INPUT RECORDS →
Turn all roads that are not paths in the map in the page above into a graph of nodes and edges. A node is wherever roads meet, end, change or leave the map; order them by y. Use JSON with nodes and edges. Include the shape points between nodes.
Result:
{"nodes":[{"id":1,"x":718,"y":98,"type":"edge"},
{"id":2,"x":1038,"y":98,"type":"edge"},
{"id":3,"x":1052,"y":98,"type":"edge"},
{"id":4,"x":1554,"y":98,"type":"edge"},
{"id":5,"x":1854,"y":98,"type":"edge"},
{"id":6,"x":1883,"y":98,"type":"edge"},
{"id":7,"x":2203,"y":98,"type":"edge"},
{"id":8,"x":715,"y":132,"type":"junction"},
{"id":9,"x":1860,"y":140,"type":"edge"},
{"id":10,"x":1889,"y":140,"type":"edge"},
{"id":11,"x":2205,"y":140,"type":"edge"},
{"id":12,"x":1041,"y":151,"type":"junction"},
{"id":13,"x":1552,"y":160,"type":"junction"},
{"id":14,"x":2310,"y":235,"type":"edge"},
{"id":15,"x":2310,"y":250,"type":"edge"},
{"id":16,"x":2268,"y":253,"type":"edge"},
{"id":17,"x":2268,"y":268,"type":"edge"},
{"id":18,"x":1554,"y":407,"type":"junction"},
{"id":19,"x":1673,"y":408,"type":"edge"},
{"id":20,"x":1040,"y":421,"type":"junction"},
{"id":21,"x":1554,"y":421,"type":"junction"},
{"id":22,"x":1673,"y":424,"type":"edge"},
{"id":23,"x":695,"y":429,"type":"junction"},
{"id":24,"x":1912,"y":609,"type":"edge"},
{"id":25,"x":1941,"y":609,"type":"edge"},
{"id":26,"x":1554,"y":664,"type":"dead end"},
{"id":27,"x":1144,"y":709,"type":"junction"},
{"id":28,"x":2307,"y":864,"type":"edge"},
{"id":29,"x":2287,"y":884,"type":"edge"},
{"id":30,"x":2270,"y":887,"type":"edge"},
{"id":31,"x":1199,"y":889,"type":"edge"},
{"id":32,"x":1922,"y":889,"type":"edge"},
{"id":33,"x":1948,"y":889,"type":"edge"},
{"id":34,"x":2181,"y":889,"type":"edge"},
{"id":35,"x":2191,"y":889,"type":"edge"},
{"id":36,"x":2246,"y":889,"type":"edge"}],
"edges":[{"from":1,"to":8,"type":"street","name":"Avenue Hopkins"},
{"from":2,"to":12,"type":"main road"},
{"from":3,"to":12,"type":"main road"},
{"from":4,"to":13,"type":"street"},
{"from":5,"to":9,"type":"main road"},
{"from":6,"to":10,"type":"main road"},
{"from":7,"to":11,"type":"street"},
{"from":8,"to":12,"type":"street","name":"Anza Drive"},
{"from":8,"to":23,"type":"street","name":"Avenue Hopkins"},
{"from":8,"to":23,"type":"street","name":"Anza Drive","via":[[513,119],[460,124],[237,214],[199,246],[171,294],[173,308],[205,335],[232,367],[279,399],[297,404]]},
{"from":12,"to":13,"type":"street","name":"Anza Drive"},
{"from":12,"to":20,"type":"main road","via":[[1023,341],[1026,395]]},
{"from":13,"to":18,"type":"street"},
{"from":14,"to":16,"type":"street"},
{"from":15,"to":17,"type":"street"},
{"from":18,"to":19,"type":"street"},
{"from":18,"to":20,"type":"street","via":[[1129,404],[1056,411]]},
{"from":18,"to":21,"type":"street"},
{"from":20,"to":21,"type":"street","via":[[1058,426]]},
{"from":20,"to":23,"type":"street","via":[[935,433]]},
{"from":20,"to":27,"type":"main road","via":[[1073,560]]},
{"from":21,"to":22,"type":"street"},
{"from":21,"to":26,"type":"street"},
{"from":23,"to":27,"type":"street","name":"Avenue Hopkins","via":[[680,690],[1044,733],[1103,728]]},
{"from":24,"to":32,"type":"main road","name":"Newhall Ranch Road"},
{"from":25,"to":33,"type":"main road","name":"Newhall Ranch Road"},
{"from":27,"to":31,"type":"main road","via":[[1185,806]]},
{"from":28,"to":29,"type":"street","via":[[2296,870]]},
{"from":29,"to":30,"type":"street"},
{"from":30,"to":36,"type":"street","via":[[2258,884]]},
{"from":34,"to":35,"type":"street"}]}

REQUIRED WORK → Please report how many lines in the listing above contain the word "Avenue", and give nothing but the number.

TASK OUTPUT → 3